**Work task:**
Reproduce the listing word for word, leaving every picture behind.

**Data:**
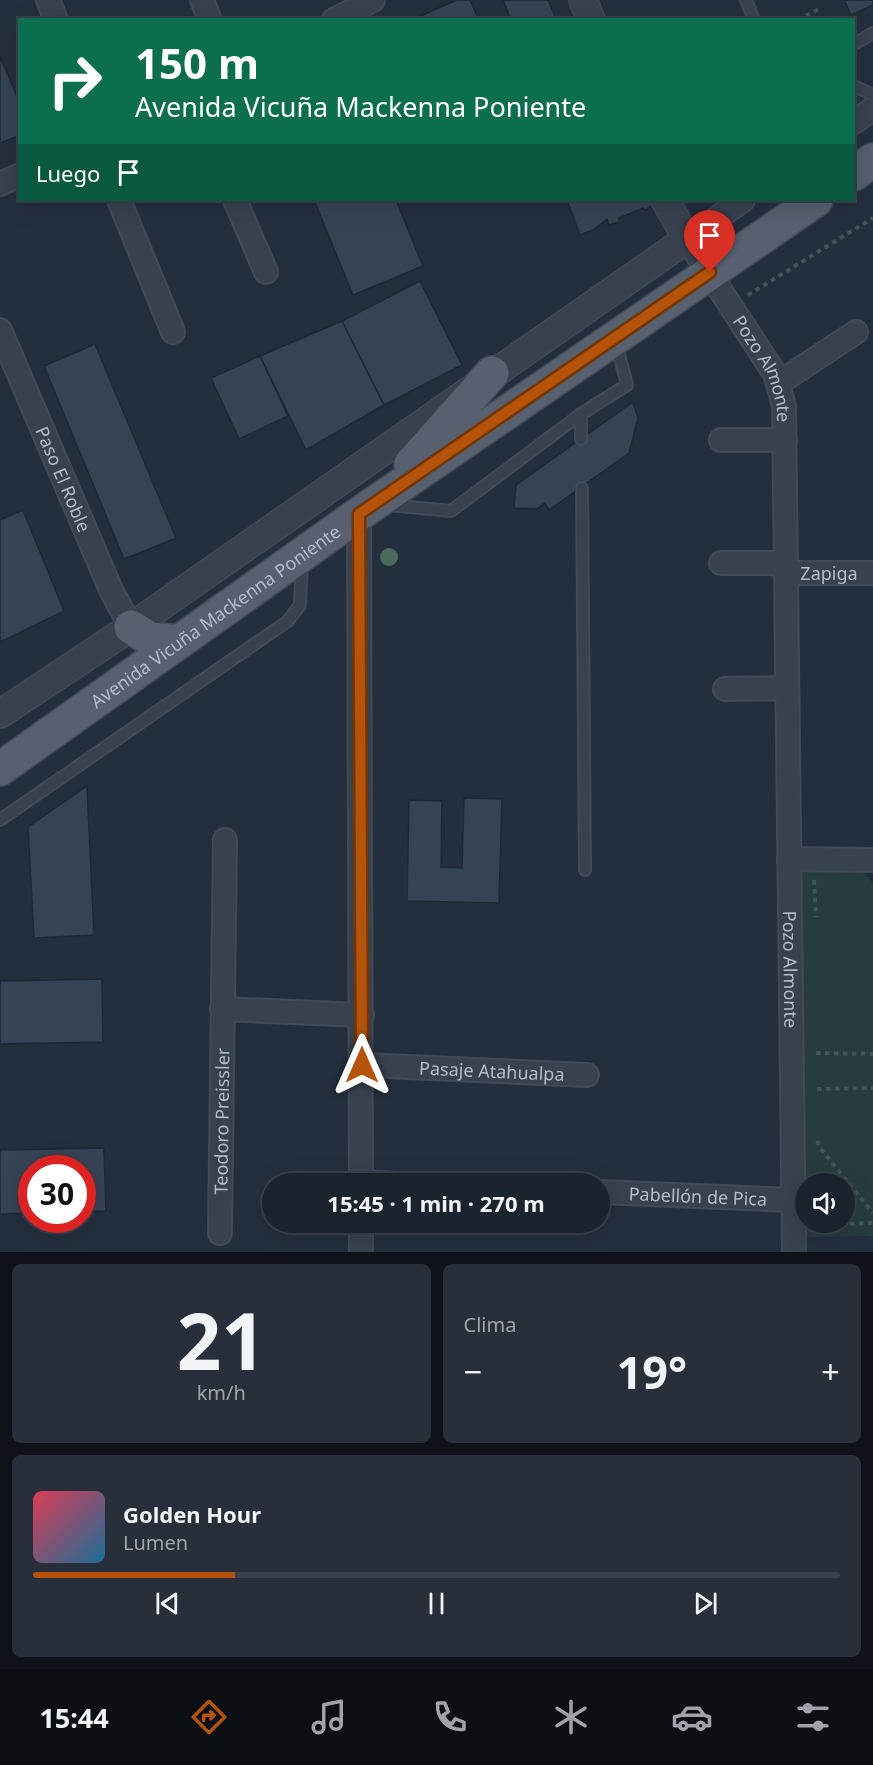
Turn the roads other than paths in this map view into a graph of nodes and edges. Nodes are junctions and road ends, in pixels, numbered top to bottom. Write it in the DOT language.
graph roads {
  1 [pos="48,0"];
  2 [pos="202,0"];
  3 [pos="374,0"];
  4 [pos="583,0"];
  5 [pos="746,0"];
  6 [pos="55,18"];
  7 [pos="209,18"];
  8 [pos="338,18"];
  9 [pos="590,18"];
  10 [pos="753,18"];
  11 [pos="873,33"];
  12 [pos="855,43"];
  13 [pos="855,86"];
  14 [pos="873,94"];
  15 [pos="873,108"];
  16 [pos="855,121"];
  17 [pos="873,160"];
  18 [pos="855,173"];
  19 [pos="18,176"];
  20 [pos="0,184"];
  21 [pos="119,201"];
  22 [pos="235,201"];
  23 [pos="666,201"];
  24 [pos="743,201"];
  25 [pos="815,201"];
  26 [pos="687,239"];
  27 [pos="266,272"];
  28 [pos="710,272"];
  29 [pos="0,330"];
  30 [pos="172,332"];
  31 [pos="856,332"];
  32 [pos="615,338"];
  33 [pos="492,373"];
  34 [pos="779,383"];
  35 [pos="581,414"];
  36 [pos="581,439"];
  37 [pos="721,440"];
  38 [pos="785,440"];
  39 [pos="582,488"];
  40 [pos="367,509"];
  41 [pos="302,555"];
  42 [pos="721,563"];
  43 [pos="785,568"];
  44 [pos="873,573"];
  45 [pos="131,627"];
  46 [pos="178,642"];
  47 [pos="725,688"];
  48 [pos="787,688"];
  49 [pos="0,714"];
  50 [pos="0,769"];
  51 [pos="0,820"];
  52 [pos="225,840"];
  53 [pos="789,859"];
  54 [pos="873,860"];
  55 [pos="585,870"];
  56 [pos="222,1009"];
  57 [pos="362,1015"];
  58 [pos="362,1065"];
  59 [pos="587,1075"];
  60 [pos="361,1173"];
  61 [pos="610,1192"];
  62 [pos="794,1200"];
  63 [pos="220,1233"];
  64 [pos="361,1233"];
  65 [pos="361,1252"];
  66 [pos="794,1252"];
  1 -- 6 [label="street"];
  2 -- 7 [label="street"];
  3 -- 8 [label="street"];
  4 -- 9 [label="street"];
  5 -- 10 [label="lane"];
  11 -- 12 [label="lane"];
  13 -- 14 [label="lane"];
  15 -- 16 [label="street"];
  17 -- 18 [label="main road"];
  19 -- 20 [label="street"];
  21 -- 30 [label="street"];
  22 -- 27 [label="street"];
  23 -- 26 [label="street"];
  24 -- 26 [label="street"];
  25 -- 28 [label="main road, Avenida Vicuña Mackenna Poniente"];
  26 -- 28 [label="street, Pozo Almonte"];
  26 -- 33 [label="street"];
  28 -- 32 [label="main road, Avenida Vicuña Mackenna Poniente"];
  28 -- 34 [label="street, Pozo Almonte"];
  29 -- 45 [label="street, Paso El Roble"];
  31 -- 34 [label="street"];
  32 -- 35 [label="lane"];
  32 -- 40 [label="main road, Avenida Vicuña Mackenna Poniente"];
  33 -- 40 [label="main road"];
  33 -- 45 [label="street"];
  34 -- 38 [label="street, Pozo Almonte"];
  35 -- 36 [label="lane"];
  35 -- 40 [label="lane"];
  37 -- 38 [label="street, Pozo Almonte"];
  38 -- 43 [label="street, Pozo Almonte"];
  39 -- 55 [label="lane"];
  40 -- 41 [label="main road, Avenida Vicuña Mackenna Poniente"];
  40 -- 57 [label="street"];
  41 -- 46 [label="main road, Avenida Vicuña Mackenna Poniente"];
  41 -- 51 [label="lane"];
  42 -- 43 [label="street"];
  43 -- 44 [label="street, Zapiga"];
  43 -- 48 [label="street, Pozo Almonte"];
  45 -- 46 [label="main road"];
  45 -- 49 [label="street"];
  46 -- 50 [label="main road, Avenida Vicuña Mackenna Poniente"];
  47 -- 48 [label="street"];
  48 -- 53 [label="street, Pozo Almonte"];
  52 -- 56 [label="street, Teodoro Preissler"];
  53 -- 54 [label="street"];
  53 -- 62 [label="street, Pozo Almonte"];
  56 -- 57 [label="street"];
  56 -- 63 [label="street, Teodoro Preissler"];
  57 -- 58 [label="street"];
  58 -- 59 [label="street, Pasaje Atahualpa"];
  58 -- 60 [label="street"];
  61 -- 62 [label="street, Pabellón de Pica"];
  62 -- 66 [label="street, Pozo Almonte"];
  64 -- 65 [label="street"];
}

**Solution to the exercise:**
Turn the roads other than paths in this map view into a graph of nodes and edges. Nodes are junctions and road ends, in pixels, numbered top to bottom. Write it in the DOT language.
graph roads {
  1 [pos="48,0"];
  2 [pos="202,0"];
  3 [pos="374,0"];
  4 [pos="583,0"];
  5 [pos="746,0"];
  6 [pos="55,18"];
  7 [pos="209,18"];
  8 [pos="338,18"];
  9 [pos="590,18"];
  10 [pos="753,18"];
  11 [pos="873,33"];
  12 [pos="855,43"];
  13 [pos="855,86"];
  14 [pos="873,94"];
  15 [pos="873,108"];
  16 [pos="855,121"];
  17 [pos="873,160"];
  18 [pos="855,173"];
  19 [pos="18,176"];
  20 [pos="0,184"];
  21 [pos="119,201"];
  22 [pos="235,201"];
  23 [pos="666,201"];
  24 [pos="743,201"];
  25 [pos="815,201"];
  26 [pos="687,239"];
  27 [pos="266,272"];
  28 [pos="710,272"];
  29 [pos="0,330"];
  30 [pos="172,332"];
  31 [pos="856,332"];
  32 [pos="615,338"];
  33 [pos="492,373"];
  34 [pos="779,383"];
  35 [pos="581,414"];
  36 [pos="581,439"];
  37 [pos="721,440"];
  38 [pos="785,440"];
  39 [pos="582,488"];
  40 [pos="367,509"];
  41 [pos="302,555"];
  42 [pos="721,563"];
  43 [pos="785,568"];
  44 [pos="873,573"];
  45 [pos="131,627"];
  46 [pos="178,642"];
  47 [pos="725,688"];
  48 [pos="787,688"];
  49 [pos="0,714"];
  50 [pos="0,769"];
  51 [pos="0,820"];
  52 [pos="225,840"];
  53 [pos="789,859"];
  54 [pos="873,860"];
  55 [pos="585,870"];
  56 [pos="222,1009"];
  57 [pos="362,1015"];
  58 [pos="362,1065"];
  59 [pos="587,1075"];
  60 [pos="361,1173"];
  61 [pos="610,1192"];
  62 [pos="794,1200"];
  63 [pos="220,1233"];
  64 [pos="361,1233"];
  65 [pos="361,1252"];
  66 [pos="794,1252"];
  1 -- 6 [label="street"];
  2 -- 7 [label="street"];
  3 -- 8 [label="street"];
  4 -- 9 [label="street"];
  5 -- 10 [label="lane"];
  11 -- 12 [label="lane"];
  13 -- 14 [label="lane"];
  15 -- 16 [label="street"];
  17 -- 18 [label="main road"];
  19 -- 20 [label="street"];
  21 -- 30 [label="street"];
  22 -- 27 [label="street"];
  23 -- 26 [label="street"];
  24 -- 26 [label="street"];
  25 -- 28 [label="main road, Avenida Vicuña Mackenna Poniente"];
  26 -- 28 [label="street, Pozo Almonte"];
  26 -- 33 [label="street"];
  28 -- 32 [label="main road, Avenida Vicuña Mackenna Poniente"];
  28 -- 34 [label="street, Pozo Almonte"];
  29 -- 45 [label="street, Paso El Roble"];
  31 -- 34 [label="street"];
  32 -- 35 [label="lane"];
  32 -- 40 [label="main road, Avenida Vicuña Mackenna Poniente"];
  33 -- 40 [label="main road"];
  33 -- 45 [label="street"];
  34 -- 38 [label="street, Pozo Almonte"];
  35 -- 36 [label="lane"];
  35 -- 40 [label="lane"];
  37 -- 38 [label="street, Pozo Almonte"];
  38 -- 43 [label="street, Pozo Almonte"];
  39 -- 55 [label="lane"];
  40 -- 41 [label="main road, Avenida Vicuña Mackenna Poniente"];
  40 -- 57 [label="street"];
  41 -- 46 [label="main road, Avenida Vicuña Mackenna Poniente"];
  41 -- 51 [label="lane"];
  42 -- 43 [label="street"];
  43 -- 44 [label="street, Zapiga"];
  43 -- 48 [label="street, Pozo Almonte"];
  45 -- 46 [label="main road"];
  45 -- 49 [label="street"];
  46 -- 50 [label="main road, Avenida Vicuña Mackenna Poniente"];
  47 -- 48 [label="street"];
  48 -- 53 [label="street, Pozo Almonte"];
  52 -- 56 [label="street, Teodoro Preissler"];
  53 -- 54 [label="street"];
  53 -- 62 [label="street, Pozo Almonte"];
  56 -- 57 [label="street"];
  56 -- 63 [label="street, Teodoro Preissler"];
  57 -- 58 [label="street"];
  58 -- 59 [label="street, Pasaje Atahualpa"];
  58 -- 60 [label="street"];
  61 -- 62 [label="street, Pabellón de Pica"];
  62 -- 66 [label="street, Pozo Almonte"];
  64 -- 65 [label="street"];
}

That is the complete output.